This point was argued in the small claims court by my Landlord and he lost.

Just because you cannot find case law you assume an "opinion" and that is all - just your opinion. The reason you cannot find case law is that it doesn't get to that stage. Therefore you are exaggerating the risk to try and scare someone.

Your "opinion" is not shared by my excellent council "private tenants" advice workers, the CAB and the real lawyer I consulted.

You keep adding your opinions but your opinions are not backed by actual experience (or law) and are therefore worthless.

You do not know me. How do you know that I am not a real lawyer? How do you know that my opinions are not backed by actual experience? Does what I wrote in the first post in this thread: http://www.housepricecrash.co.uk/forum/index.php?showtopic=138346&st=0 really read as if it has been written by someone who, even if he is wrong, does not at least have some idea of the law? Do the 3000 odd posts I have made in LandlordZone as Lawcruncher , the 4000 odd posts made in Garden Law as Conveyancer and the 900 odd posts made on The Consumer Forums as Aequitas really read as if they have been written by someone whose opinions on legal matters can be dismissed as worthless? I could set out my legal experience, but since you have no way of checking it it would be a pointless exercise. I do though invite you to read at random a few of my posts in those other forums and come to you own conclusions as to whether I have experience and/or legal knowledge. What are your credentials for asserting that I write nonsense? Are you simply relying on the opinions of others?

I have all along here said that I am only expressing my opinion. As you correctly say, there is no authority I can point to that backs up my opinion. But that goes for the opposite view too. I have had to argue from basic principles. It may be that there is a fatal flaw in my argument. If there is, let someone point it out. I hear little in reasoned argument to refute my points. The constant mantra-like repetition that I am talking rubbish just will not do. Imagine you are in court faced with a lawyer who puts the same arguments I have. You cannot just jump up and say "[email protected]" or "The man at CAB said..." or "That nice lady at the Council told me I could." What arguments are you going to put forward?

That your landlord failed to impress the judge is not surprising. I have said that it is one thing having a right to claim and quite another proving your loss. Reading forums like this one you will find that judgements at county court level are often conflicting anyway.

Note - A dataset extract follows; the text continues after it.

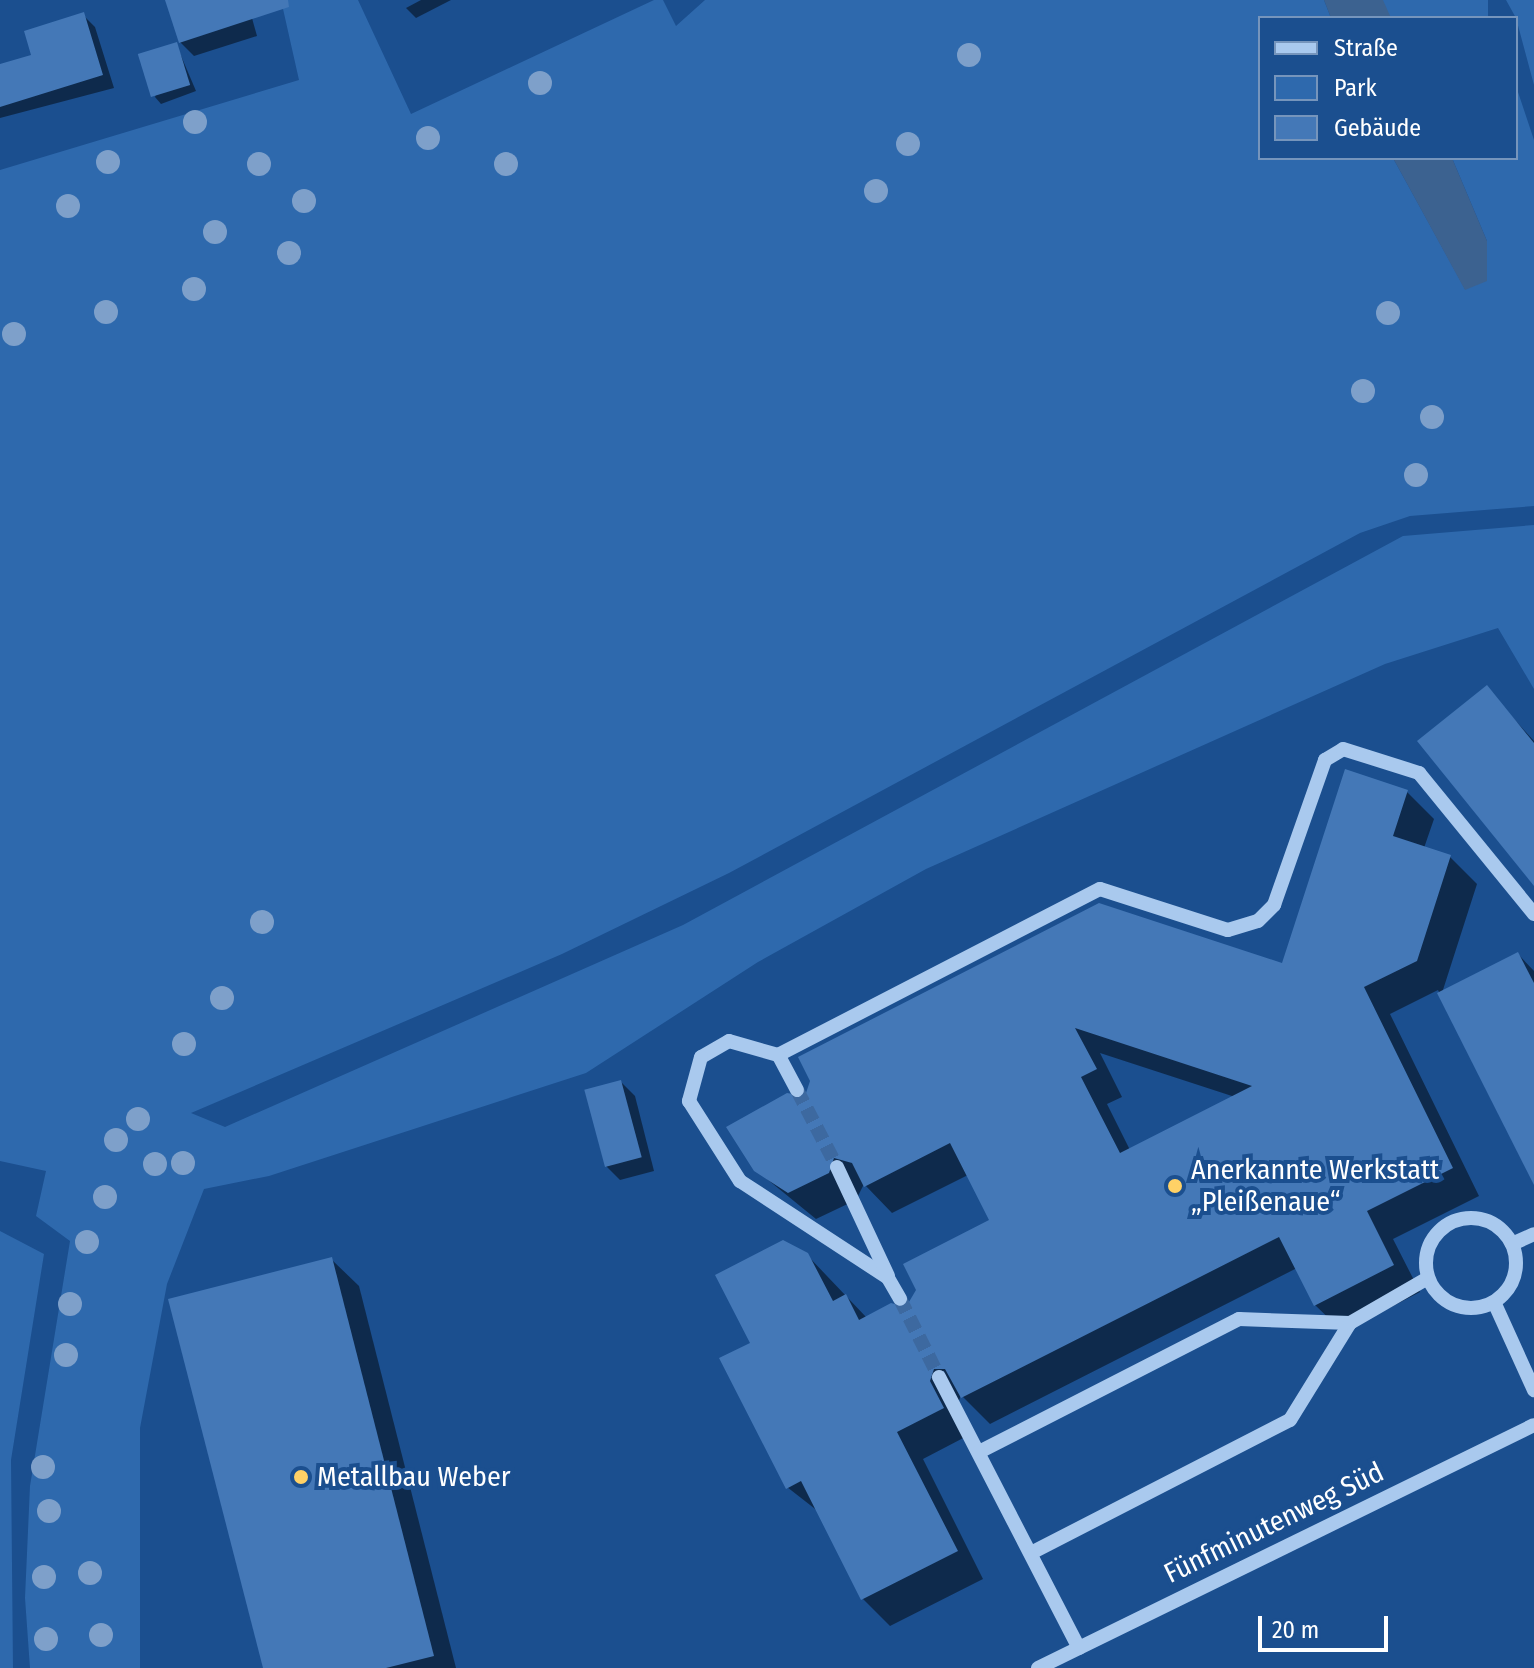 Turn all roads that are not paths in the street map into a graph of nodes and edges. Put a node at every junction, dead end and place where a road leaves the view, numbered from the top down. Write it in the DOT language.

Please be assured that I am not trying to scare anyone. I am no landlord's stooge and indeed no landlord - I do not even own property but am a tenant myself. I have from the very beginning urged that no landlord should enter property in the teeth of opposition by his tenant. Equally though, I have to insist that the legal position is not so black and white that a tenant can with confidence resist all requests for entry for a purpose he has agreed as a term of his tenancy; to maintain, pending clarification by a higher court, that that is not the case is in my opinion grossly irresponsible. It is all very well being on the side of tenants, but it does no good at all to misinform them of the law however well-intentioned you may be. I will state the law as I see. Does anyone suggest I should do other?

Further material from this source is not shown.